Pour certains, en raison du développement des moyens de communication modernes et des relations directes existant entre les chefs d’Etat et les ministres de tous les pays du monde, le diplomate est tenu en marge des décisions importantes. Pour d’autres, ce métier est réduit à une forme d’oisiveté élégante ou à une fonction d’agent secret.

Toutefois, au-delà de ces stéréotypes, un ambassadeur dont le métier est de représenter son pays dans un pays étranger est invité à participer à des activités publiques et sociales où il est mis en contact avec des notabilités du pays d’accueil. Il devra se construire un réseau de relations et sera jugé en fonction du crédit politique dont il bénéficiera au sein des autorités de l’Etat d’accueil. Représenter son pays n’est donc nullement et aucunement de la figuration : c’est une démarche active, astreignante, qui interdit de commettre des maladresses et demande beaucoup de tact, de doigté et d’effort pour gagner la confiance de ses interlocuteurs.

Depuis la fin des confrontations classiques entre les deux camps, Est-Ouest, le diplomate qui n’exerce plus un rôle confiné par les contraintes de la Guerre froide, est appelé à déployer désormais son action dans un espace multipolaire et développer une véritable empathie pour les autres cultures.

Le diplomate informe mais interprète aussi les signaux qu’il perçoit dans son environnement en vue d’aider les gouvernements à régler les problèmes avec habileté et délicatesse et à adopter la meilleure posture face aux tensions d’un monde multipolaire. La communication diplomatique comporte toute une série de gestes, de messages et de déclarations qui expriment une intention. La diplomatie du ping-pong fut un signal diplomatique indiquant que les Etats-Unis et la Chine étaient prêts à l’apaisement, prélude à une reconnaissance diplomatique. Il faut savoir interpréter les signaux qui peuvent conduire à des malentendus s’ils sont mal compris.
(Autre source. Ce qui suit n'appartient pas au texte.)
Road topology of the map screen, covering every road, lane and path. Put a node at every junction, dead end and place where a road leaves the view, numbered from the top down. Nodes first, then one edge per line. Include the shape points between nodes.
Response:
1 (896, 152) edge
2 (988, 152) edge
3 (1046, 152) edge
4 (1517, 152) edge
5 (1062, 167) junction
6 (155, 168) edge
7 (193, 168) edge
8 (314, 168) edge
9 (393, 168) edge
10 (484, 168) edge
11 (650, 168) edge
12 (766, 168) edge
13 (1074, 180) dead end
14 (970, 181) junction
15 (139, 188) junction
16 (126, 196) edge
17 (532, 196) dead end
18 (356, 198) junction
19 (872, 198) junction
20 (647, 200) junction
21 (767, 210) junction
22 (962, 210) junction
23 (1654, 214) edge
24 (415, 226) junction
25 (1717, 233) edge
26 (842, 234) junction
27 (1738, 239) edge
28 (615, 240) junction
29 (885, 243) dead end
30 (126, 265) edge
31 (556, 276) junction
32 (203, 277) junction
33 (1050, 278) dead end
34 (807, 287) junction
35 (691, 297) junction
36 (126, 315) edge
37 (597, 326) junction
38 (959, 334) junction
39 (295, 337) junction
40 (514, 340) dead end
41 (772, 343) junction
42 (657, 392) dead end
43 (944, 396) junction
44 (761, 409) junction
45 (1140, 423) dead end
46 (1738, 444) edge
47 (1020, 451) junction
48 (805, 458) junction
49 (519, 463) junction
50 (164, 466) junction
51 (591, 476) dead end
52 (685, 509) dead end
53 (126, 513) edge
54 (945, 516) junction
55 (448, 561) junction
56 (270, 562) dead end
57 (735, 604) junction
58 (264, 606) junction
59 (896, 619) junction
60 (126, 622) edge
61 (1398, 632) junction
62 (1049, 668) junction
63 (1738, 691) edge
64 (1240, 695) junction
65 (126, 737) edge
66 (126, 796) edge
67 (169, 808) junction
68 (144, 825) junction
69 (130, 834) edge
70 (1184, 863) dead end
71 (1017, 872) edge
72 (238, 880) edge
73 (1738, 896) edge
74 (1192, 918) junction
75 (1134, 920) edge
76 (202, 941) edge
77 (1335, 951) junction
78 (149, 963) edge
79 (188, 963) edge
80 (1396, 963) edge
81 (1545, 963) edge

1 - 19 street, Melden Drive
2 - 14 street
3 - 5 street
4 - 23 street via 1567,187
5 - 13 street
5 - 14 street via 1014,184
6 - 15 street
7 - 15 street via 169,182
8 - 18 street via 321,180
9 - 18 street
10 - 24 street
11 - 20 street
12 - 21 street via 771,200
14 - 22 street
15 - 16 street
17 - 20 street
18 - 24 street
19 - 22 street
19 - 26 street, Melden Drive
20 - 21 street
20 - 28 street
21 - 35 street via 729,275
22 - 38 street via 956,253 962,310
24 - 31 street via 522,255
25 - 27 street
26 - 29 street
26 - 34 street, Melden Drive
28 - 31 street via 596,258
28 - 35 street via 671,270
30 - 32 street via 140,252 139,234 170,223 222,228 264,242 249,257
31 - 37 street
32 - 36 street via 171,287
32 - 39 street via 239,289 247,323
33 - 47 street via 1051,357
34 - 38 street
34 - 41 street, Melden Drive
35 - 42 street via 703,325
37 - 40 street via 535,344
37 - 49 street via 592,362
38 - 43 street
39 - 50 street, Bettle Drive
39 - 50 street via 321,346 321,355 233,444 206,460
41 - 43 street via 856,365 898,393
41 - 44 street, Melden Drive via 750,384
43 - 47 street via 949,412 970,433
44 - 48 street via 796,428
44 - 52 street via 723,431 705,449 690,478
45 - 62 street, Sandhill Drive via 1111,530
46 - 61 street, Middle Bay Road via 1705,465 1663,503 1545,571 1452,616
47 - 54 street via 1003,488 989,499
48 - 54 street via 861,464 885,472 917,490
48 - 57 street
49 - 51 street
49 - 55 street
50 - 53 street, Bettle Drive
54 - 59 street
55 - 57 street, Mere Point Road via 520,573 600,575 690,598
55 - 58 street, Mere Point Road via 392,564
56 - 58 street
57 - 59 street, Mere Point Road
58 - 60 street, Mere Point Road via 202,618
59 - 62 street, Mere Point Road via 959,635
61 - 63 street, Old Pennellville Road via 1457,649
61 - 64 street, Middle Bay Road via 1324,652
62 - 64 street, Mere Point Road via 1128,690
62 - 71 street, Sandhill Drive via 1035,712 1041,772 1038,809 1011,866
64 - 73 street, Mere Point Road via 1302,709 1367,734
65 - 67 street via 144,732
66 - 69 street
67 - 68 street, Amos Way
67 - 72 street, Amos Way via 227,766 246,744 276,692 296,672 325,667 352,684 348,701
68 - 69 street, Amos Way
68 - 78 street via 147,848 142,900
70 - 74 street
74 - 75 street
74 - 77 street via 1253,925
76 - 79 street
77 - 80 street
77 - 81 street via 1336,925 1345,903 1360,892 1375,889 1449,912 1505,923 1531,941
Un silence peut être un signal en soi, mais signifie-t-il accord ou refus ? Ainsi, par exemple, l’ambassadeur des Etats-Unis à Bagdad, en 1990, ne mit pas en garde Saddam Hussein au moment où ce dernier préparait l’occupation du Koweït, ce qui fut interprété par le Président iraquien comme une forme d’indifférence, voire d’acceptation de ses projets d’offensive contre son voisin.
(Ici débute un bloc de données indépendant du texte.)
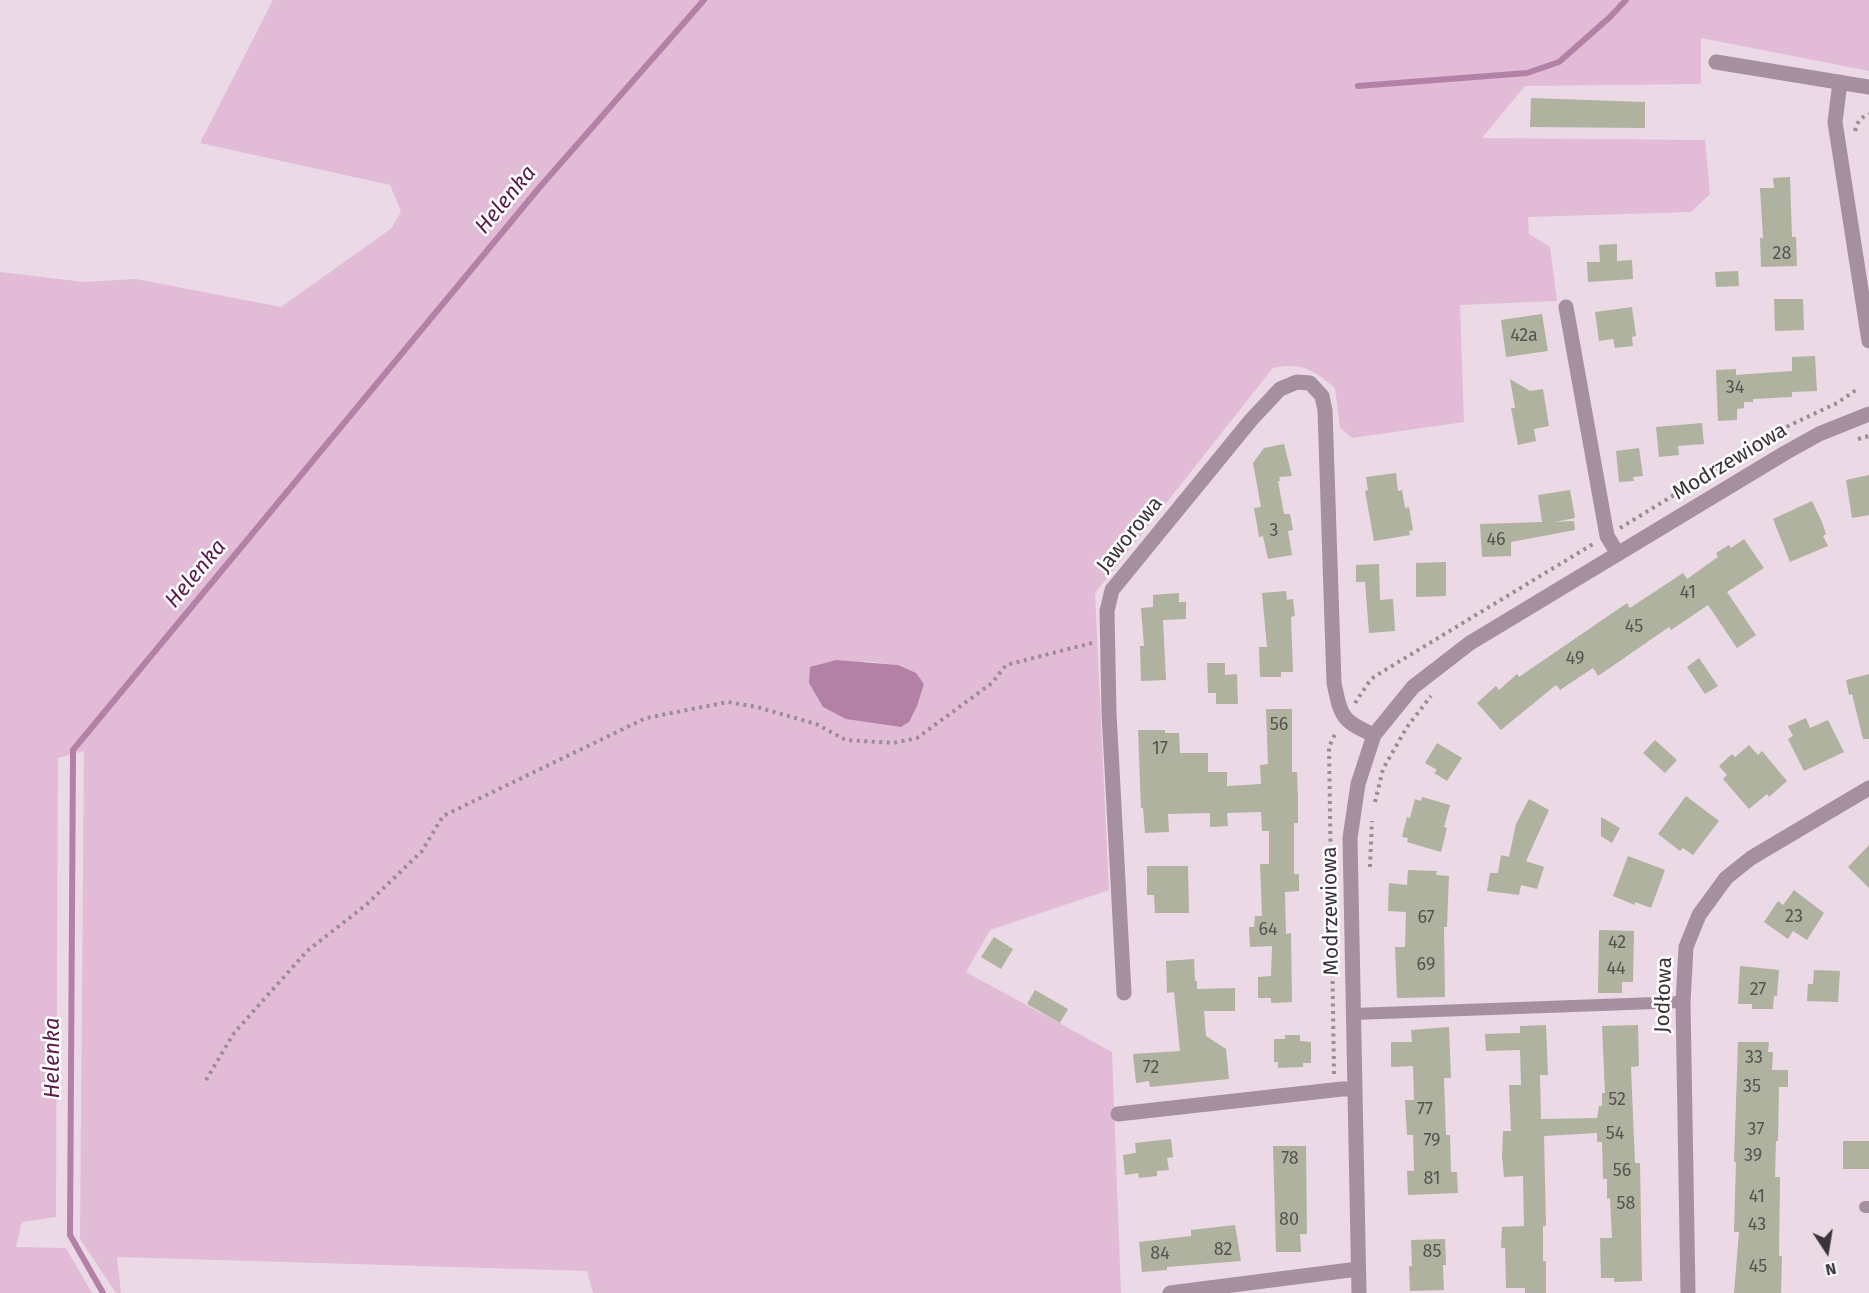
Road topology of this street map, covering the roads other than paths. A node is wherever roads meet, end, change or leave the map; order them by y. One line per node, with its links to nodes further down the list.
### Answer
1 (1716, 62): 2 (street)
2 (1840, 82): 3 (street); 5 (street)
3 (1869, 87)
4 (1566, 307): 7 (street)
5 (1869, 341)
6 (1869, 414): 7 (street, Modrzewiowa)
7 (1618, 554): 8 (street, Modrzewiowa)
8 (1374, 735): 10 (street, Jaworowa); 12 (street, Modrzewiowa)
9 (1869, 788): 11 (street, Jodłowa)
10 (1124, 993)
11 (1683, 1002): 12 (lane); 18 (street, Jodłowa)
12 (1354, 1014): 13 (street, Modrzewiowa)
13 (1355, 1089): 14 (street); 15 (street, Modrzewiowa)
14 (1118, 1114)
15 (1359, 1269): 16 (street); 17 (street, Modrzewiowa)
16 (1170, 1293)
17 (1359, 1293)
18 (1688, 1293)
Le diplomate doit d’abord comprendre ce que les autres pensent et être capable d’évaluer leurs forces et leurs faiblesses. Cela paraît assez élémentaire au premier abord, mais les crises qui éclatent bien souvent sont dues à la sous-estimation ou à l’incompréhension de ce que pense ou ressent «l’autre» qui est le principal objet d’attention du diplomate. Que cet «autre» soit un adversaire stratégique, un partenaire commercial, un allié idéologique, le diplomate est d’abord celui qui traite avec «l’autre». On peut être en désaccord avec «l’autre», mais cela ne doit pas conduire à le condamner ou à le mépriser et à l’ignorer. La négociation diplomatique qui est un exercice de longue haleine a souvent été considérée comme l’art de la ruse et de la dissimulation. Pour Machiavel, la diplomatie doit faire appel à la ruse pour convaincre. De la même manière, Il n’est pas opportun de dévoiler toutes ses cartes dès le début de la négociation.
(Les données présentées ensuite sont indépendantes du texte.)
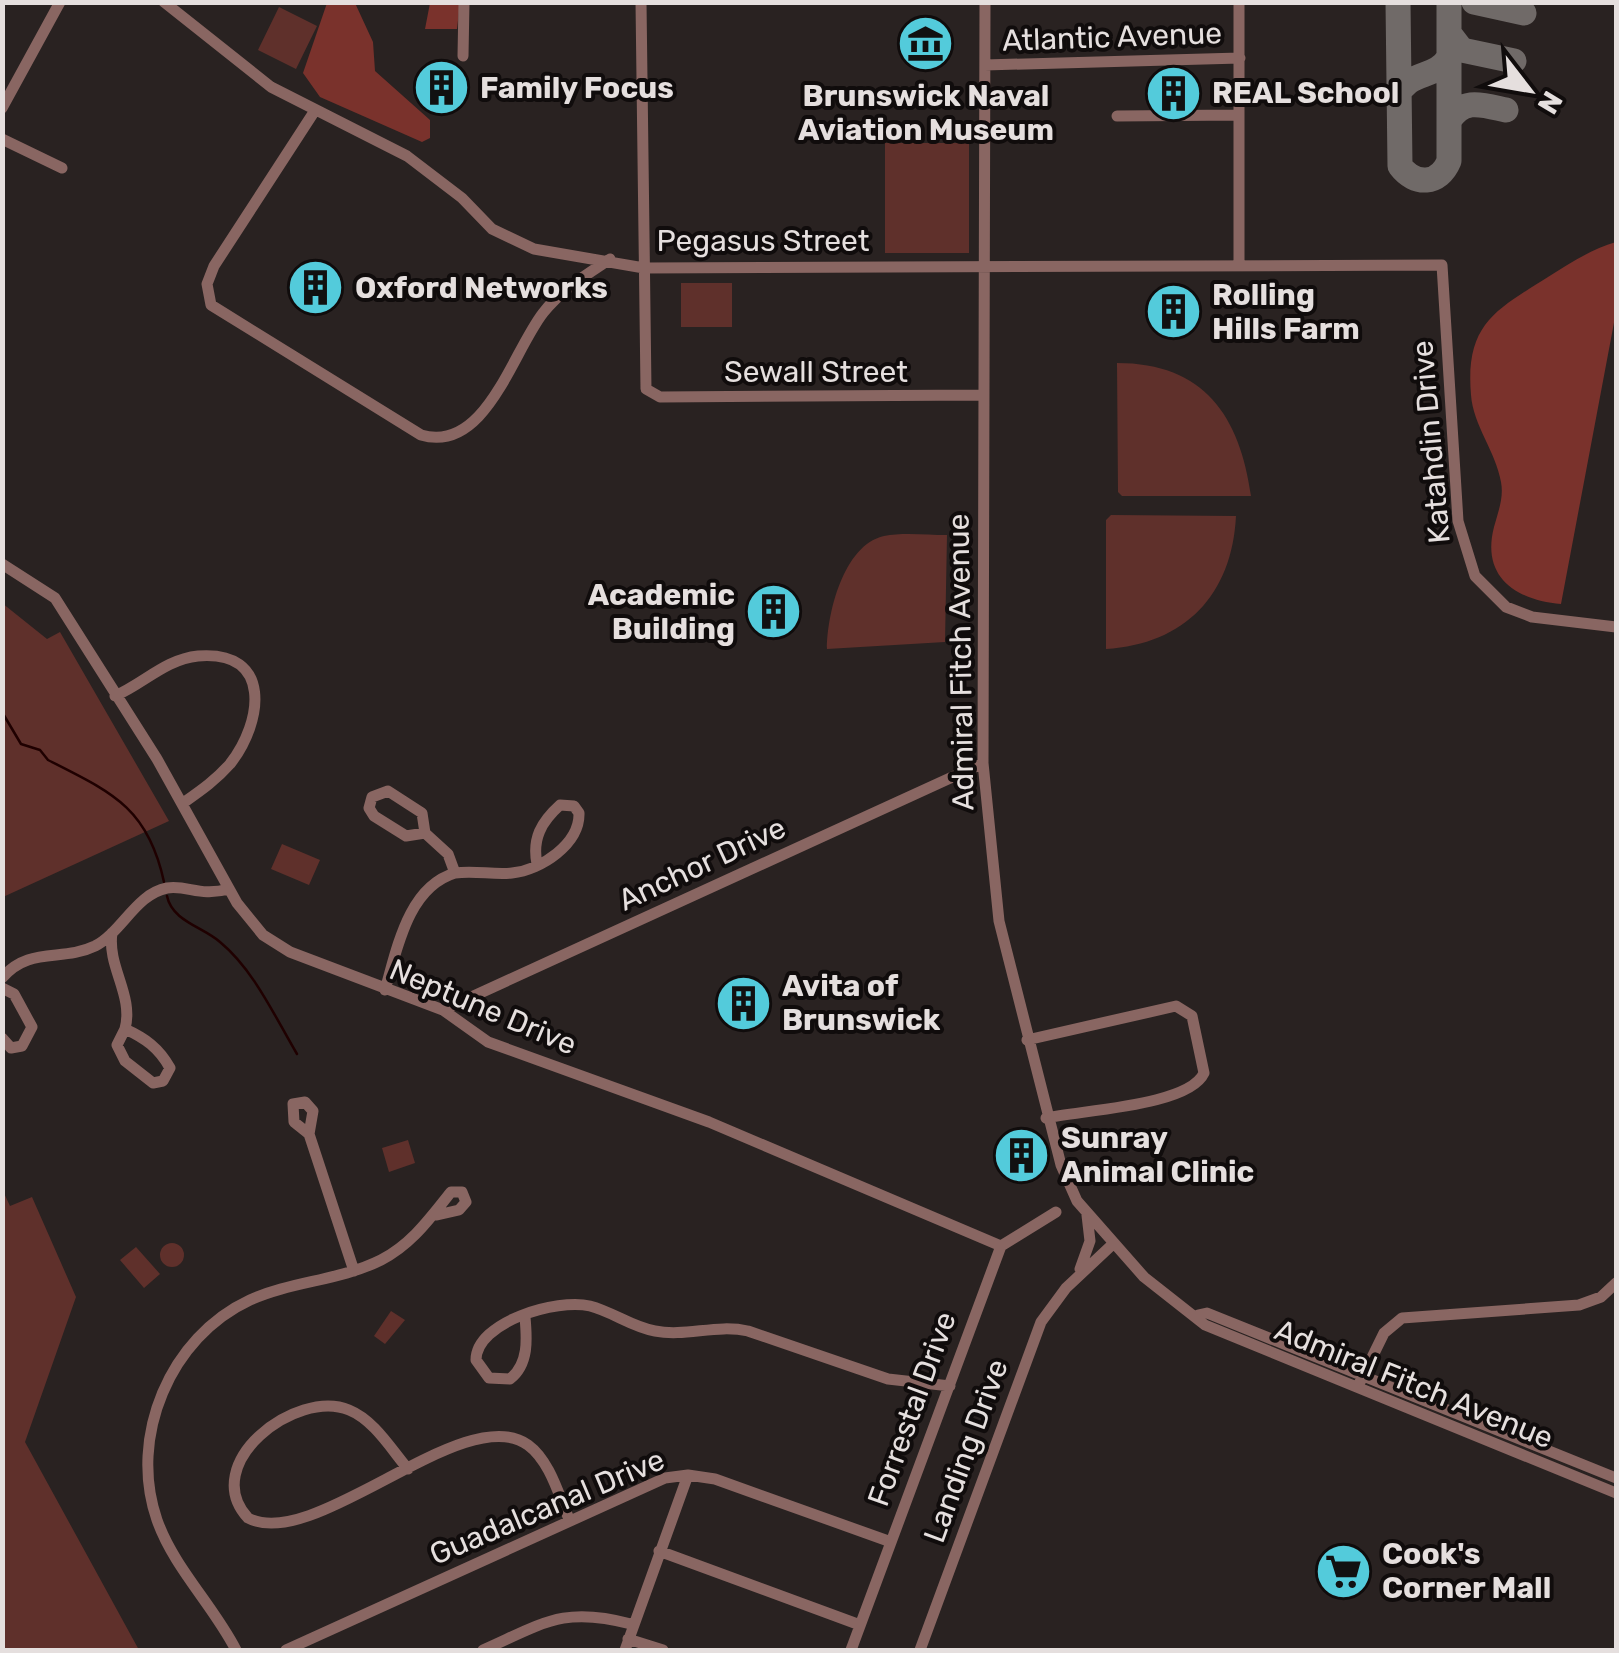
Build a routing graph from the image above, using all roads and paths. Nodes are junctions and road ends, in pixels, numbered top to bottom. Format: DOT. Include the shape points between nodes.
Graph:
graph roads {
  1 [pos="60,2"];
  2 [pos="164,2"];
  3 [pos="464,2"];
  4 [pos="642,2"];
  5 [pos="984,2"];
  6 [pos="1240,2"];
  7 [pos="463,56"];
  8 [pos="1240,58"];
  9 [pos="985,65"];
  10 [pos="2,108"];
  11 [pos="314,112"];
  12 [pos="1116,116"];
  13 [pos="1238,116"];
  14 [pos="2,139"];
  15 [pos="62,168"];
  16 [pos="610,259"];
  17 [pos="986,265"];
  18 [pos="1239,265"];
  19 [pos="1442,265"];
  20 [pos="644,268"];
  21 [pos="983,395"];
  22 [pos="2,564"];
  23 [pos="1616,627"];
  24 [pos="116,696"];
  25 [pos="983,763"];
  26 [pos="182,802"];
  27 [pos="425,832"];
  28 [pos="537,864"];
  29 [pos="455,873"];
  30 [pos="228,890"];
  31 [pos="112,933"];
  32 [pos="2,978"];
  33 [pos="2,988"];
  34 [pos="385,990"];
  35 [pos="443,1010"];
  36 [pos="124,1029"];
  37 [pos="2,1038"];
  38 [pos="1026,1040"];
  39 [pos="1046,1118"];
  40 [pos="310,1134"];
  41 [pos="1086,1211"];
  42 [pos="1056,1212"];
  43 [pos="437,1216"];
  44 [pos="1114,1244"];
  45 [pos="1000,1246"];
  46 [pos="354,1270"];
  47 [pos="1076,1278"];
  48 [pos="1616,1283"];
  49 [pos="1198,1315"];
  50 [pos="525,1317"];
  51 [pos="1363,1375"];
  52 [pos="950,1386"];
  53 [pos="1357,1388"];
  54 [pos="408,1469"];
  55 [pos="688,1474"];
  56 [pos="1616,1478"];
  57 [pos="1616,1492"];
  58 [pos="569,1520"];
  59 [pos="891,1542"];
  60 [pos="659,1551"];
  61 [pos="631,1624"];
  62 [pos="860,1625"];
  63 [pos="626,1645"];
  64 [pos="236,1650"];
  65 [pos="286,1650"];
  66 [pos="483,1650"];
  67 [pos="663,1650"];
  68 [pos="852,1650"];
  69 [pos="920,1650"];
  1 -- 10 [label="street"];
  2 -- 11 [label="street, Pegasus Street" via="270,87"];
  3 -- 7 [label="street"];
  4 -- 20 [label="street"];
  5 -- 9 [label="street, Admiral Fitch Avenue"];
  6 -- 8 [label="street"];
  8 -- 9 [label="street, Atlantic Avenue"];
  8 -- 13 [label="street"];
  9 -- 17 [label="street, Admiral Fitch Avenue"];
  11 -- 16 [label="street, Pegasus Street" via="407,156 492,229 534,250"];
  11 -- 16 [label="street" via="214,266 207,284 211,305 421,435 442,439 471,426 545,310"];
  12 -- 13 [label="street"];
  13 -- 18 [label="street"];
  14 -- 15 [label="street"];
  16 -- 20 [label="street, Pegasus Street"];
  17 -- 18 [label="street, Pegasus Street"];
  17 -- 20 [label="street, Pegasus Street"];
  17 -- 21 [label="street, Admiral Fitch Avenue"];
  18 -- 19 [label="street, Pegasus Street"];
  19 -- 23 [label="street, Katahdin Drive" via="1458,521 1475,576 1506,606 1532,617"];
  20 -- 21 [label="street, Sewall Street" via="644,382 660,397"];
  21 -- 25 [label="street, Admiral Fitch Avenue"];
  22 -- 24 [label="street, Neptune Drive" via="55,598"];
  24 -- 26 [label="street, Neptune Drive"];
  24 -- 26 [label="street" via="198,656 230,660 250,675 257,691 242,745 212,783"];
  25 -- 35 [label="street, Anchor Drive"];
  25 -- 38 [label="street, Admiral Fitch Avenue" via="999,921"];
  26 -- 30 [label="street, Neptune Drive"];
  27 -- 27 [label="street" via="422,812 388,792 372,797 374,816 406,836"];
  27 -- 29 [label="street" via="448,854"];
  28 -- 28 [label="street" via="556,856 578,824 574,806 560,804 549,816 534,840"];
  28 -- 29 [label="street" via="513,873"];
  29 -- 34 [label="street" via="419,898"];
  30 -- 31 [label="street" via="168,888"];
  30 -- 34 [label="street, Neptune Drive" via="263,936"];
  31 -- 32 [label="street" via="80,952 28,958"];
  31 -- 36 [label="street" via="112,958 129,1014"];
  33 -- 37 [label="street" via="14,994 32,1028 22,1046 11,1048"];
  34 -- 35 [label="street, Neptune Drive"];
  35 -- 45 [label="street, Neptune Drive" via="488,1042 709,1122"];
  36 -- 36 [label="street" via="117,1045 126,1061 153,1083 163,1081 170,1068 166,1060 148,1040"];
  38 -- 39 [label="street, Admiral Fitch Avenue"];
  38 -- 39 [label="street" via="1176,1006 1192,1016 1204,1073 1192,1089"];
  39 -- 41 [label="street, Admiral Fitch Avenue" via="1061,1166"];
  40 -- 46 [label="street"];
  41 -- 44 [label="street, Admiral Fitch Avenue"];
  41 -- 47 [label="street, Landing Drive" via="1090,1241"];
  42 -- 45 [label="street"];
  43 -- 46 [label="street" via="388,1256"];
  44 -- 47 [label="street, Landing Drive"];
  44 -- 49 [label="street, Admiral Fitch Avenue" via="1144,1277"];
  45 -- 52 [label="street, Forrestal Drive"];
  46 -- 64 [label="street" via="277,1290 220,1317 177,1364 151,1423 147,1455 156,1518"];
  47 -- 69 [label="street, Landing Drive" via="1033,1340"];
  48 -- 51 [label="street" via="1578,1305 1402,1318 1384,1333"];
  49 -- 51 [label="street, Admiral Fitch Avenue" via="1208,1312"];
  49 -- 53 [label="street, Admiral Fitch Avenue" via="1205,1325"];
  50 -- 50 [label="street" via="496,1326 480,1340 476,1360 489,1378 510,1379 519,1372"];
  50 -- 52 [label="street" via="578,1304 658,1332 724,1326 888,1379"];
  51 -- 53 [label="street"];
  51 -- 56 [label="street, Admiral Fitch Avenue"];
  52 -- 59 [label="street, Forrestal Drive"];
  53 -- 57 [label="street, Admiral Fitch Avenue"];
  54 -- 54 [label="street" via="280,1524 248,1518 233,1490 245,1451 316,1406 357,1413"];
  54 -- 58 [label="street" via="484,1436 506,1435 540,1458"];
  55 -- 58 [label="street, Guadalcanal Drive" via="653,1482"];
  55 -- 59 [label="street, Guadalcanal Drive"];
  55 -- 60 [label="street"];
  58 -- 65 [label="street, Guadalcanal Drive"];
  59 -- 62 [label="street, Forrestal Drive"];
  60 -- 61 [label="street"];
  60 -- 62 [label="street"];
  61 -- 63 [label="street"];
  61 -- 66 [label="street" via="566,1616"];
  62 -- 68 [label="street, Forrestal Drive"];
  63 -- 67 [label="street"];
}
Le diplomate doit rester discret en attendant le moment crucial avant de dévoiler sa position. Pour influencer les tiers, le diplomate peut recourir à toute une série de «manœuvres» : alliances tactiques de circonstances, manœuvres dilatoires, multiplication des exigences. Toutefois, si la ruse peut être un moyen, elle n’est jamais une fin : une diplomatie fiable est, à long terme, préférable aux subtilités florentines, où tous les coups sont permis. Les intérêts sont tellement imbriqués les uns dans les autres qu’il n’est pas permis d’appliquer le jusqu’auboutisme et d’imposer son point de vue par la force : on ne gagne pas en humiliant la partie adverse. Le diplomate peut être habile mais son point de vue ne prévaudra que s’il est solidement étayé et argumenté.